Bu öykülerde Ernst Jünger’in Kehre kavramıyla açılan mikrokozmosların kudreti, Joë Bousquet’nin varoluşun merkezine yerleştirdiği yara estetiğiyle birleşir. Yalçi, acıyı sözle değil sessizlikle kurar; anlatıyı büyük anlatıların dışına taşıyarak, yaraya eğilen bir sezgi dili inşa eder. Duyulmamış seslerin, görülmemiş mekânların, unutulmuş kelimelerin alanına çağırır bizleri.
Tam da bu yüzden Babil Değirmenleri, sadece bir edebi öneri değil, aynı zamanda yaşadığımız çağın aşırı gürültüsü, hız saplantısı ve tüketici dikkatsizliğine karşı yazılmış bir edebi “karşı duruş”tur.

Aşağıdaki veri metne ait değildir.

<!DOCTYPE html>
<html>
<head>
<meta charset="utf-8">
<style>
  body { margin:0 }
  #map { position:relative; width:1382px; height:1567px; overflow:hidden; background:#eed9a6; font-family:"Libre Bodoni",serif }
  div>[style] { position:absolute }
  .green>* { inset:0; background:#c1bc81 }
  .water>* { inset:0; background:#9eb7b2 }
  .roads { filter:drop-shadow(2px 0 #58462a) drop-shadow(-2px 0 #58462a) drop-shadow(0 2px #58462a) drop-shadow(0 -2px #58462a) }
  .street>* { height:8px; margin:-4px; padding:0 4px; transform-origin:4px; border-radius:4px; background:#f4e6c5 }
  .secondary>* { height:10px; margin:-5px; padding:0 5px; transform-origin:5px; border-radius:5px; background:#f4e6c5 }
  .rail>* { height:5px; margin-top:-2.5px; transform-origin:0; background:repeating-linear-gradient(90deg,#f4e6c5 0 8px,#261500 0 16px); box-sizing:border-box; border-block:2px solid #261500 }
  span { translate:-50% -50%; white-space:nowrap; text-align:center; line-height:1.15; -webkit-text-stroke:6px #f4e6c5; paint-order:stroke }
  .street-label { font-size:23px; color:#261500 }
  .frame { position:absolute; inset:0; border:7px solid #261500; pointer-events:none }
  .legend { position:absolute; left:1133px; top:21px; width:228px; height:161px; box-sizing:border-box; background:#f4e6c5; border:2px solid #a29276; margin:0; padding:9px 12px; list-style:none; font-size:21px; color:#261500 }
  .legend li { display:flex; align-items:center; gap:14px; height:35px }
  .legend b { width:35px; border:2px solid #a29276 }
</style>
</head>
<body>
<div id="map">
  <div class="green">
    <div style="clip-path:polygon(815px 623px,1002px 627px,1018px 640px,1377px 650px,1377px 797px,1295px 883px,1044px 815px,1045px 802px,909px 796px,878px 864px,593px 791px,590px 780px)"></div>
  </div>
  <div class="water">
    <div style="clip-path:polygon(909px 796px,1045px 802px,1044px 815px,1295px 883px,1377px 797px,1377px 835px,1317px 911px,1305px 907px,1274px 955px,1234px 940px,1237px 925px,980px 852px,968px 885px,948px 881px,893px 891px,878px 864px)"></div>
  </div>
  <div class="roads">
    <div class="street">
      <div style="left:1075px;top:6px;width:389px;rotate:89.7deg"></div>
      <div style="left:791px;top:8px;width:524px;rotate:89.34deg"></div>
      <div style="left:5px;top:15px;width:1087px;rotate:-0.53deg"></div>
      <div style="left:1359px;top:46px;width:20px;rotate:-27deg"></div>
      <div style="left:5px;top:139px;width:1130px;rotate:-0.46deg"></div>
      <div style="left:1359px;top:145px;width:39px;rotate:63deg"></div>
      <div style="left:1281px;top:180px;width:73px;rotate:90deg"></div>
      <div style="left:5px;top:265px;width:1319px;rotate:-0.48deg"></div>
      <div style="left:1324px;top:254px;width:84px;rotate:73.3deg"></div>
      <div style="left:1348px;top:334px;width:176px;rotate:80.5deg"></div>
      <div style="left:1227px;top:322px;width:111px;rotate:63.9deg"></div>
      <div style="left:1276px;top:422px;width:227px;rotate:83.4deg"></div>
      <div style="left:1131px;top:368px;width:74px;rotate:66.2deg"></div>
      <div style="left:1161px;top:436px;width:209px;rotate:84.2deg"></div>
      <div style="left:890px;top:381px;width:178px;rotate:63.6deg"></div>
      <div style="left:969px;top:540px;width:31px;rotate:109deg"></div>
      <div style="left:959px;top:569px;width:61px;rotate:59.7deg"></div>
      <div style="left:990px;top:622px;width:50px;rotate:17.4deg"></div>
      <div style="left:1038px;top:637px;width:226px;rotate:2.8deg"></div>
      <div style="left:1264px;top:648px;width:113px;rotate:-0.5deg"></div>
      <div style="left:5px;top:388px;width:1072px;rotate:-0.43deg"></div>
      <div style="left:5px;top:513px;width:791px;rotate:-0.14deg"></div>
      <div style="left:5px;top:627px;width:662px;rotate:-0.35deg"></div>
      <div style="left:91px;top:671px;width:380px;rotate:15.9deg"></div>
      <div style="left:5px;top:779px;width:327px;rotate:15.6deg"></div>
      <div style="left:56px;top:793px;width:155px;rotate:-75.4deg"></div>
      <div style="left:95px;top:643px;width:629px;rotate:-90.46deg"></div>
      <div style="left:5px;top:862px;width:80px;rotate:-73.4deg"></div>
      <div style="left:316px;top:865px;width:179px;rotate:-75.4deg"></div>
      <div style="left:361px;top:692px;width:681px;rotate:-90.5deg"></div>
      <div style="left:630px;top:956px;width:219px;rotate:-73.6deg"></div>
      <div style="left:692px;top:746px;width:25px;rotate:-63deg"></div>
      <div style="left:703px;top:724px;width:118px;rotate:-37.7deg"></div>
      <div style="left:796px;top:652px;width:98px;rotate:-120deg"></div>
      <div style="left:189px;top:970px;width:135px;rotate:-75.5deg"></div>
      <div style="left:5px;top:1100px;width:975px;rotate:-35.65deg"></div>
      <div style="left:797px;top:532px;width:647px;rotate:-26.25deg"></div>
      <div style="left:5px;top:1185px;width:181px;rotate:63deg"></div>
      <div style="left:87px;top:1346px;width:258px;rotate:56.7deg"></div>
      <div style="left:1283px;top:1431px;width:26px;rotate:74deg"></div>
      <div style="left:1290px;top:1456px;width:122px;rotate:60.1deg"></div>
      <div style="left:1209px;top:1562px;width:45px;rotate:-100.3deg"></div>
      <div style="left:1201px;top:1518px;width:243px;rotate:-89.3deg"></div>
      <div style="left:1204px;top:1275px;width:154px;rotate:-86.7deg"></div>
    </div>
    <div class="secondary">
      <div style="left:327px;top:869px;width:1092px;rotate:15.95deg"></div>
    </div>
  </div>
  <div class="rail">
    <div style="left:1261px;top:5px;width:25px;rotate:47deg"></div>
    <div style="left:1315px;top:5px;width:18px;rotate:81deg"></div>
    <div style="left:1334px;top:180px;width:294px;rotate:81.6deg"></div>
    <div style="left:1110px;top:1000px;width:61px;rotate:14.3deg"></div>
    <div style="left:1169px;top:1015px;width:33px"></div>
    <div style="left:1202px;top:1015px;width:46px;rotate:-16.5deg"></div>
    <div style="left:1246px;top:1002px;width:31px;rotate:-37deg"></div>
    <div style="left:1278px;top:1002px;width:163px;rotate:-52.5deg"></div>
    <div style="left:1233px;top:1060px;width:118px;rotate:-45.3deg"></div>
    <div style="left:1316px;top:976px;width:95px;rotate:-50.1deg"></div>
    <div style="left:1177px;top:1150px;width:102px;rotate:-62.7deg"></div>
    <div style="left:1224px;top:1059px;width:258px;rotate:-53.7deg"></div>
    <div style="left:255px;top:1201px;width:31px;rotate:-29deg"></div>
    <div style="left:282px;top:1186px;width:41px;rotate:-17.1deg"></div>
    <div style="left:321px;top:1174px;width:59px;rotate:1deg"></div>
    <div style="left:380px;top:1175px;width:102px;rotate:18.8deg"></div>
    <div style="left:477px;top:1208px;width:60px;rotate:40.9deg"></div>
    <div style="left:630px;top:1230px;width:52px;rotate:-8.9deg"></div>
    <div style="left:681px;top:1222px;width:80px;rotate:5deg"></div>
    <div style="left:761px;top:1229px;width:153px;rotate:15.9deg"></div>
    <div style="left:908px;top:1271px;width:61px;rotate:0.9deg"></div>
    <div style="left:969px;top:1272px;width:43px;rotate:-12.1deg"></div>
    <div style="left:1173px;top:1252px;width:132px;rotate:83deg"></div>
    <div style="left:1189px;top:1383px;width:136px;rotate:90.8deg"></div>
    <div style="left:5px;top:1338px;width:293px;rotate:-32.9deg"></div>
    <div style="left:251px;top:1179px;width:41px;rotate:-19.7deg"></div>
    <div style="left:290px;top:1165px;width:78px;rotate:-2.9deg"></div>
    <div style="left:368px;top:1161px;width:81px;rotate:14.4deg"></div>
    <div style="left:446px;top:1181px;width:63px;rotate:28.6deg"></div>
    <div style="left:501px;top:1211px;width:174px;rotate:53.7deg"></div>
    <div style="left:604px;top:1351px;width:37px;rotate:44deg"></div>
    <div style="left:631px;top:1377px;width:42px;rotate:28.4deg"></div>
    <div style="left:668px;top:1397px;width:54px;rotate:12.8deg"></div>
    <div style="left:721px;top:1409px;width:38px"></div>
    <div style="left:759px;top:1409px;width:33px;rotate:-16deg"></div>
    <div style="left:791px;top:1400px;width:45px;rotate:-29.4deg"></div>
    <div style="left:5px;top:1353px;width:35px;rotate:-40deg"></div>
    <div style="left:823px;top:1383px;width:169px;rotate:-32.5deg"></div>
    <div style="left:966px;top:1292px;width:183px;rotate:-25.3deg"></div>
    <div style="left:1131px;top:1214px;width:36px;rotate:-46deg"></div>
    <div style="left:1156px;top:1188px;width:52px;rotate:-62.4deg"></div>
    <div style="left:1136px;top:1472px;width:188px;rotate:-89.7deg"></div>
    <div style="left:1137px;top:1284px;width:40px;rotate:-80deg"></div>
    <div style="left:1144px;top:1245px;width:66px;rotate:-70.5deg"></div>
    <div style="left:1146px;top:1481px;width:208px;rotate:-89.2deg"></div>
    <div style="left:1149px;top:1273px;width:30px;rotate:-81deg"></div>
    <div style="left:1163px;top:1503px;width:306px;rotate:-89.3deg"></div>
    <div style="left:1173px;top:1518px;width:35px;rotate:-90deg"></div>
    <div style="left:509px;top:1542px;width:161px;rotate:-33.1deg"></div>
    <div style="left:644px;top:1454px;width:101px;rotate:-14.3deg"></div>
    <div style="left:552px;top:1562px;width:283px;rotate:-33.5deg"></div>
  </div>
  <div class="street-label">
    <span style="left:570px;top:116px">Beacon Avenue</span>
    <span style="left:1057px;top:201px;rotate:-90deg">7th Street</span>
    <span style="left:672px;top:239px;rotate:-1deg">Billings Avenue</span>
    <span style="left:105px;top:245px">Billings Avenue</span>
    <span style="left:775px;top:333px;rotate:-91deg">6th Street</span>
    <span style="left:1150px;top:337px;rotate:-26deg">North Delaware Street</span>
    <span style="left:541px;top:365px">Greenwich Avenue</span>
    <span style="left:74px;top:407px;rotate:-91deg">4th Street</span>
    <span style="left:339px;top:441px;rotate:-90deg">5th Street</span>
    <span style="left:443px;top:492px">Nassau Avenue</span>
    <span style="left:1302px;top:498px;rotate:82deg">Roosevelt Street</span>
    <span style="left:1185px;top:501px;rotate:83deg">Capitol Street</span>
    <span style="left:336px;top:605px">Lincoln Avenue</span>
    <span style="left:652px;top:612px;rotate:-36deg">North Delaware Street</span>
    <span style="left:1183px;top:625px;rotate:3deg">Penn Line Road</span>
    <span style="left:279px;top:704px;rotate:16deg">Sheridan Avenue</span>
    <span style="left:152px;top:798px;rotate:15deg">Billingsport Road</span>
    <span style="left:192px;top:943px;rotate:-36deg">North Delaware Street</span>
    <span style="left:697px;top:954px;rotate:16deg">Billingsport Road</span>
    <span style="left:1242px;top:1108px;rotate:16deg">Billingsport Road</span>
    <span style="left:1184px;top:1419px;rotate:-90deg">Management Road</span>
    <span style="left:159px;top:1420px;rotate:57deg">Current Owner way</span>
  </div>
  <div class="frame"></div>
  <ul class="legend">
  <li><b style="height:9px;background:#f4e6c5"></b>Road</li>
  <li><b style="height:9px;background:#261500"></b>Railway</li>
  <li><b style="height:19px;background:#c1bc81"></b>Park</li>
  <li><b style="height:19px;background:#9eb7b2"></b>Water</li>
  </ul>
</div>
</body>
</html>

Büyük temaların, didaktik tezlerin değil; küçük çatlakların, iç çekişlerin ve isimsiz yalnızlıkların kitabıdır bu.
Ve belki de en çok bu yüzden, Yalçi’nin metni şu cümleyi sessizce fısıldar bizlere:
“İnsan, yarasını susturduğu yerde değil; sessizliğini onurlandırdığı yerde insandır.”
Çünkü bazen en derin anlam, en derin sükûtta yankılanır.